Additional Commissioner of Income-tax, 7(2), Mumbai
IT APPEAL NOS. 1292 & 2106 (MUM.) OF 2011
[ASSESSMENT YEAR 2007-08]
MAY 2, 2012
 
AO observed that the assessee has not included the excise duty in the valuation of closing stock. Under the provisions of section 145A of the Act, the assessee should include the excise duty component of purchase price of raw material while valuing closing stock of raw material, Work-in-Progress (WIP) and finished goods. The assessee claimed that non-inclusion of the same will have no effect on its profits. The AO while rejecting the claim of the assessee applied the provisions of section 145A of the Act and discussed the issue at length at pages 2 to 13 of the assessment order and added Rs. 1,13,19,681/-, Rs. 283,50,504/-, Rs. 4,48,190/-, and Rs. 2,00,000/- to the total income of the assessee.
We have carefully considered the submissions of the rival parties and perused the material available on record. We find that there is no dispute that the A.O. while making the addition of Rs. 1,13,19,681/-, interalia, observed that the similar addition was made in A.Y. 2006-07 and the ld. CIT(A) has granted relief against which the Department has filed appeal before the Tribunal. We further find that it is also not in dispute that the Tribunal on the appeal filed by the Revenue has upheld the order of the ld. CIT(A) in deleting the addition made by the A.O. vide finding recorded in paragraph 22 of its order dated 11.01.2012 (supra) wherein it has been held as under:-
“22. In the absence of any distinguishing feature brought on record by the Revenue, we respectfully following the consistent view of the Tribunal and keeping in view that the assessee is following consistent method of accounting and there is no change in accounting system followed by the assessee in the year under consideration, we hold that the ld. CIT(A) was fully justified in deleting the addition of Rs. 11,08,904/- made by the AO u/s 145A of the Act. The grounds taken by the Revenue are therefore rejected.”

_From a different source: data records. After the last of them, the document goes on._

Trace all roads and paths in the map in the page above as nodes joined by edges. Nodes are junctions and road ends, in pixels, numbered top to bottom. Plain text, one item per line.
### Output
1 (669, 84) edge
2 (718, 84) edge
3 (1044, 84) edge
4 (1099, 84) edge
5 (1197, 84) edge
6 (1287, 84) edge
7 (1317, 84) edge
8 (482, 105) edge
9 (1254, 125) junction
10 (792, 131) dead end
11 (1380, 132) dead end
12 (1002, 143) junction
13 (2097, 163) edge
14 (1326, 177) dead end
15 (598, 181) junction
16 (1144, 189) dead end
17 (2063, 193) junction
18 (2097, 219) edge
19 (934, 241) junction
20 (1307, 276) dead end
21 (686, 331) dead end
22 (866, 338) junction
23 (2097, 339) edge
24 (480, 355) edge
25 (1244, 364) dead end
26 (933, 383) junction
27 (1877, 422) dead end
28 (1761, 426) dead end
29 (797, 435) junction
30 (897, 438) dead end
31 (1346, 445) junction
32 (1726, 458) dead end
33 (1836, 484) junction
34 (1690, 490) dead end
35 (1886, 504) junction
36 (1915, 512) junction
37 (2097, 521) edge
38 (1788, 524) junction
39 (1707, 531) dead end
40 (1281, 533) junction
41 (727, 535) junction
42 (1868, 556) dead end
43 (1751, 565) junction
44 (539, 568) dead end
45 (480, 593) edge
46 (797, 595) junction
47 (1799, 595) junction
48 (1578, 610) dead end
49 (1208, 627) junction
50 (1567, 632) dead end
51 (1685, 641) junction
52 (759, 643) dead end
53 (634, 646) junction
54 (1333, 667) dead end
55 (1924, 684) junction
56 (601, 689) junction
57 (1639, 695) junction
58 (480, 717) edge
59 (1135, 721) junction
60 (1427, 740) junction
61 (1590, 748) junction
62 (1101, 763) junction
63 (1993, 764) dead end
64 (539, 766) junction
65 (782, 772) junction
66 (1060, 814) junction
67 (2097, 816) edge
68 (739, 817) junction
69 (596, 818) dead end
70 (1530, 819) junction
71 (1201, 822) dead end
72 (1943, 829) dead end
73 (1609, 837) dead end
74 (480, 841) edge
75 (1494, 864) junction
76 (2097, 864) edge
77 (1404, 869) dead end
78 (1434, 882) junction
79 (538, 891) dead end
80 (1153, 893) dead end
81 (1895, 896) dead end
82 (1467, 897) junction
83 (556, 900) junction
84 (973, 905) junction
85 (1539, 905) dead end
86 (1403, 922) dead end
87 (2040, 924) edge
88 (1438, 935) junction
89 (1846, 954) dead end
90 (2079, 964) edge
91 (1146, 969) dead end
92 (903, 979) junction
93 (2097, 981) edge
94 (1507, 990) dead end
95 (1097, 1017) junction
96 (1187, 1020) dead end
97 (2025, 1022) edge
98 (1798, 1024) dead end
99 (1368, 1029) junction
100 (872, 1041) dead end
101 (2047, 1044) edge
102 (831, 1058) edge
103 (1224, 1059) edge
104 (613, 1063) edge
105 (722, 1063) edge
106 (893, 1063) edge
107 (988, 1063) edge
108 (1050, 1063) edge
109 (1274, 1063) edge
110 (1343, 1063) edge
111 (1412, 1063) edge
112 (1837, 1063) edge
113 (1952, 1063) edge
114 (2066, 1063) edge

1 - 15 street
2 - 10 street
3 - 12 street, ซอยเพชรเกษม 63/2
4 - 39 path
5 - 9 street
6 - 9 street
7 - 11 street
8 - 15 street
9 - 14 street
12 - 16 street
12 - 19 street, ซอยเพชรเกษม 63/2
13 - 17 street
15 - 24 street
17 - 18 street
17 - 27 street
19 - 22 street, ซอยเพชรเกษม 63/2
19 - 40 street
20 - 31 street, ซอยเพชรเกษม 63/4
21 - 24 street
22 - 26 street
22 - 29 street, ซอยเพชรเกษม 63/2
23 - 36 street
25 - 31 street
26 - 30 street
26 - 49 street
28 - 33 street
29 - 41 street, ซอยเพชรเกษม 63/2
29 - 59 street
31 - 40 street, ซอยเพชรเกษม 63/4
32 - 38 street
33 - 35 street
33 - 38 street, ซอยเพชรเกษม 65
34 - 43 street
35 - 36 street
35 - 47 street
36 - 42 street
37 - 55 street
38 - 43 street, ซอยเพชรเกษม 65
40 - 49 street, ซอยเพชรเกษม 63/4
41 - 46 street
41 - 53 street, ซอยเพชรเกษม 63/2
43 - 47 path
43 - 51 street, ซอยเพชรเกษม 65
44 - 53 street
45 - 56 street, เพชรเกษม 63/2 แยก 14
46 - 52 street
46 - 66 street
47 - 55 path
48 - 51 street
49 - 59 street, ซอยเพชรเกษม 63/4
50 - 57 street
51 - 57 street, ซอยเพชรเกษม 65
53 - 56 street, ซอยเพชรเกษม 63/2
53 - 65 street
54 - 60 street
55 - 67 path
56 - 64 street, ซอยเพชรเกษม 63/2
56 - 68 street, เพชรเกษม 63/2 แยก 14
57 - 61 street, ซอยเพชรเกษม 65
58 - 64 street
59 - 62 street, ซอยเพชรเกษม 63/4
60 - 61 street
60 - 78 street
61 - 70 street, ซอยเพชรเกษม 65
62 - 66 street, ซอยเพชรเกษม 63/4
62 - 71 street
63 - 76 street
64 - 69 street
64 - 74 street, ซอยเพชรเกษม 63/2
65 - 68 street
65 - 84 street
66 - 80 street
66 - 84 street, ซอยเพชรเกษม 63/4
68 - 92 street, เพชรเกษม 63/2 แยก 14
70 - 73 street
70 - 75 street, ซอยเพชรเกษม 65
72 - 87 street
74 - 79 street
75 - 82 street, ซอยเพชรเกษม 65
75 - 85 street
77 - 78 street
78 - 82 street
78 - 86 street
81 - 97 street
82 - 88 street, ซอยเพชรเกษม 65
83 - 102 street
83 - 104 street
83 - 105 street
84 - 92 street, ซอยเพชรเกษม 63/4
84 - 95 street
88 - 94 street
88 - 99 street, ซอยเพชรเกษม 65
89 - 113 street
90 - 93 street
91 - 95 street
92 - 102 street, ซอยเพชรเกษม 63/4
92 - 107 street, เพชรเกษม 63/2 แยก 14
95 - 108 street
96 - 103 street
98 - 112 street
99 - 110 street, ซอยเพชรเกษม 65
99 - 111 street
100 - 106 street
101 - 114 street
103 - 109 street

In the absence of any contrary material placed on record by the Revenue, we respectfully following the order of the Tribunal (supra) and the consistent view of the Tribunal and also keeping in view that the assessee is following consistent method of accounting and there is no change in system of accounting followed by the assessee in the year under consideration, we hold that the Ld. CIT(A) was fully justified in deleting the addition of Rs. 1,13,19,681/-.